I looked suspiciously at her.

‘Are you trying to tell me something?’ I asked.

‘Yes,’ she said, with an emphasis I could not account for at the time. ‘I want you to see a psychiatrist or a doctor, or an eye specialist, or even all three, as soon as we get back to London.’

‘I’ll be shot if I do!’ I said hotly. ‘What are you getting at, for God’s sake?’

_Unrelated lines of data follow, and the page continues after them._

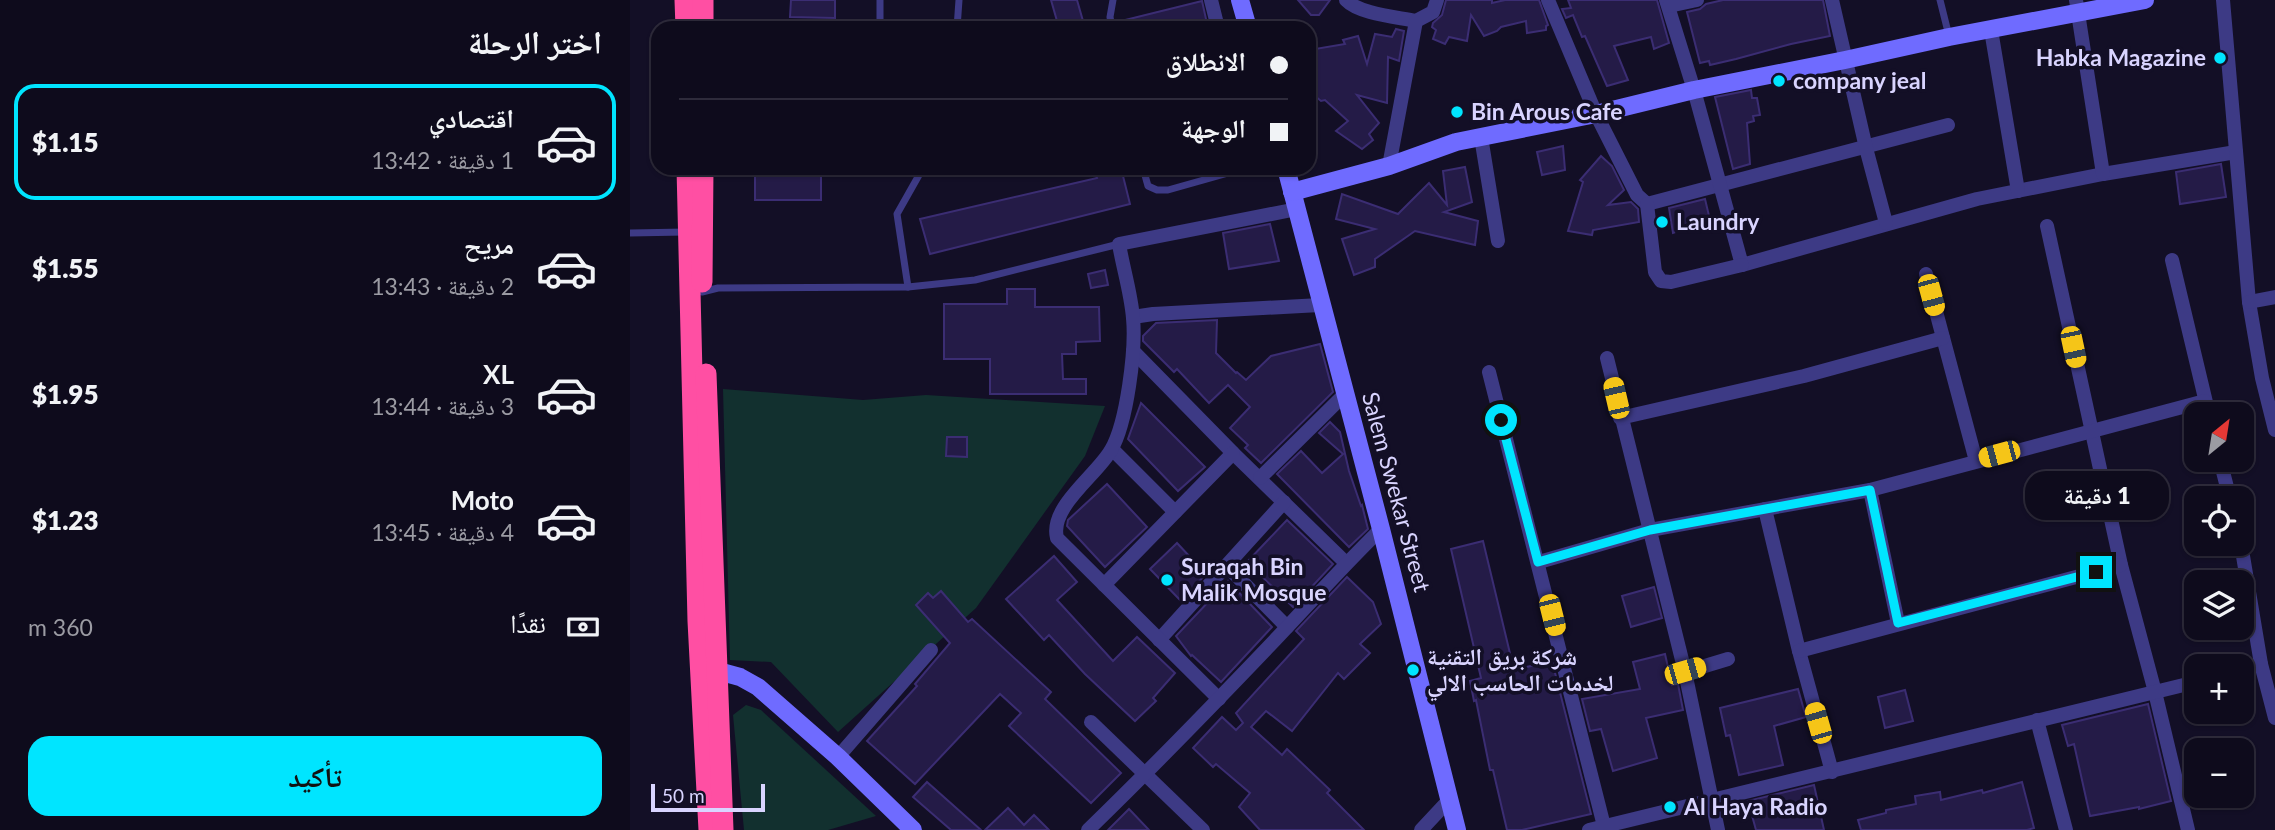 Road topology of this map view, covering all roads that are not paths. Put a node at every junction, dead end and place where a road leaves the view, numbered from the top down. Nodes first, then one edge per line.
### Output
1 (685, 0) edge
2 (704, 0) edge
3 (880, 0) edge
4 (959, 0) edge
5 (1113, 0) edge
6 (1212, 0) edge
7 (1240, 0) edge
8 (1346, 0) edge
9 (1437, 0) edge
10 (1548, 0) edge
11 (1697, 0) edge
12 (1832, 0) edge
13 (1940, 0) edge
14 (2145, 0) edge
15 (2223, 0) edge
16 (1668, 3) edge
17 (2077, 6) edge
18 (686, 21) edge
19 (703, 21) edge
20 (880, 21) edge
21 (957, 21) edge
22 (1111, 21) edge
23 (1217, 21) edge
24 (1246, 21) edge
25 (1416, 21) junction
26 (1991, 30) junction
27 (1949, 37) junction
28 (1845, 60) junction
29 (1694, 90) junction
30 (1596, 114) junction
31 (1948, 125) dead end
32 (1481, 137) junction
33 (1866, 148) junction
34 (2235, 152) junction
35 (1389, 166) junction
36 (2104, 174) junction
37 (688, 175) edge
38 (702, 175) edge
39 (919, 175) edge
40 (1145, 175) edge
41 (1221, 175) edge
42 (1288, 175) edge
43 (1720, 186) junction
44 (2018, 191) junction
45 (1294, 200) junction
46 (1647, 204) junction
47 (1886, 223) junction
48 (2047, 226) dead end
49 (695, 232) junction
50 (630, 233) edge
51 (1498, 241) dead end
52 (1119, 244) junction
53 (2172, 260) dead end
54 (1742, 265) junction
55 (1926, 274) dead end
56 (908, 287) junction
57 (702, 292) junction
58 (2275, 297) edge
59 (2249, 302) junction
60 (1321, 305) junction
61 (1133, 317) junction
62 (1943, 338) junction
63 (1133, 351) junction
64 (1607, 358) dead end
65 (1489, 372) dead end
66 (2269, 377) edge
67 (1345, 394) junction
68 (2206, 402) edge
69 (2184, 412) edge
70 (1620, 418) junction
71 (2091, 430) junction
72 (2275, 430) edge
73 (1112, 449) junction
74 (1234, 453) junction
75 (1976, 461) junction
76 (1260, 478) junction
77 (1870, 490) junction
78 (1284, 502) junction
79 (1765, 509) junction
80 (1175, 512) junction
81 (1381, 529) junction
82 (1650, 530) junction
83 (2243, 556) edge
84 (1346, 562) junction
85 (1538, 562) junction
86 (2121, 565) junction
87 (1227, 566) junction
88 (1104, 585) junction
89 (1898, 623) junction
90 (1287, 627) junction
91 (1159, 640) junction
92 (932, 650) dead end
93 (1799, 651) junction
94 (1728, 659) dead end
95 (2261, 664) junction
96 (2254, 667) edge
97 (710, 669) junction
98 (1685, 671) junction
99 (2184, 685) edge
100 (2155, 692) junction
101 (1219, 699) junction
102 (2275, 718) edge
103 (2037, 720) junction
104 (1091, 722) dead end
105 (838, 757) junction
106 (1832, 772) junction
107 (1145, 775) junction
108 (1449, 800) junction
109 (1711, 800) junction
110 (1604, 828) edge
111 (709, 830) edge
112 (723, 830) edge
113 (913, 830) edge
114 (1088, 830) edge
115 (1203, 830) edge
116 (1420, 830) edge
117 (1457, 830) edge
118 (1589, 830) edge
119 (1718, 830) edge
120 (2066, 830) edge
121 (2188, 830) edge

1 - 18 highway
2 - 19 highway
3 - 20 lane
4 - 21 lane
5 - 22 lane
6 - 23 street
7 - 24 street
8 - 25 street
9 - 25 street
10 - 30 street
11 - 16 street
12 - 28 street
13 - 27 lane
14 - 17 street
15 - 34 street
16 - 29 street
17 - 26 street
17 - 36 street
25 - 35 street
26 - 27 street
26 - 44 street
27 - 28 street
28 - 29 street
28 - 33 street
29 - 30 street
29 - 43 street
30 - 32 street
30 - 46 street
31 - 33 street
32 - 35 street
32 - 51 street
33 - 43 street
33 - 47 street
34 - 36 street
34 - 59 street
35 - 45 street
36 - 44 street
37 - 49 highway
38 - 49 highway
39 - 56 lane
40 - 41 lane
42 - 45 street, Salem Swekar Street
43 - 46 street
43 - 54 street
44 - 47 street
45 - 52 street
45 - 60 street, Salem Swekar Street
46 - 54 street
47 - 54 street
48 - 71 street
49 - 50 lane
49 - 57 highway
49 - 97 highway
52 - 56 lane
52 - 61 street
53 - 68 street
55 - 62 street
56 - 57 lane
57 - 97 highway
58 - 59 street
59 - 66 street
60 - 61 street
60 - 67 street, Salem Swekar Street
61 - 63 street
62 - 70 street
62 - 75 street
63 - 73 street
63 - 74 street
64 - 70 street
65 - 85 street
66 - 72 street
67 - 76 street
67 - 81 street, Salem Swekar Street
69 - 71 street
70 - 82 street
71 - 75 street
71 - 86 street
73 - 80 street
73 - 88 street
74 - 76 street
74 - 80 street
75 - 77 street
76 - 78 street
77 - 79 street
77 - 89 street
78 - 84 street
78 - 87 street
79 - 82 street
79 - 93 street
80 - 88 street
81 - 84 street
81 - 108 street, Salem Swekar Street
82 - 85 street
82 - 98 street
83 - 95 street
84 - 90 street
85 - 110 street
86 - 89 street
86 - 100 street
87 - 90 street
87 - 91 street
88 - 91 street
89 - 93 street
90 - 101 street
91 - 101 street
92 - 105 street
93 - 106 street
94 - 98 street
95 - 96 street
95 - 102 street
97 - 105 street
97 - 111 highway
97 - 112 highway
98 - 109 street
99 - 100 street
100 - 103 street
100 - 121 street
101 - 107 street
103 - 106 street
103 - 120 street
104 - 107 street
105 - 113 street
106 - 109 street
107 - 114 street
107 - 115 street
108 - 116 street
108 - 117 street, Salem Swekar Street
109 - 110 street
109 - 119 street
110 - 118 street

She smiled in a cat-like way and repeated that I needed my head, my blood pressure and my eyes tested. I could have struck her to the ground. Instead, I attempted a verbal attack.

‘You’re becoming senile,’ I said. I thought the ungentlemanly shaft would hurt her. It did not. She still smiled.

‘Yes, but I wear well,’ she said, ‘which is more than you do. When I was your age, at least I didn’t see things which weren’t there.’

She was four years older than I was, a fact I had always deplored.

‘If you are going to make nasty cracks about what I saw or didn’t see, I shall marry Jane Minch,’ I said.

She laughed. ‘The children will look like plover’s eggs,’ she said. ‘Those freckles! Oh, my God!’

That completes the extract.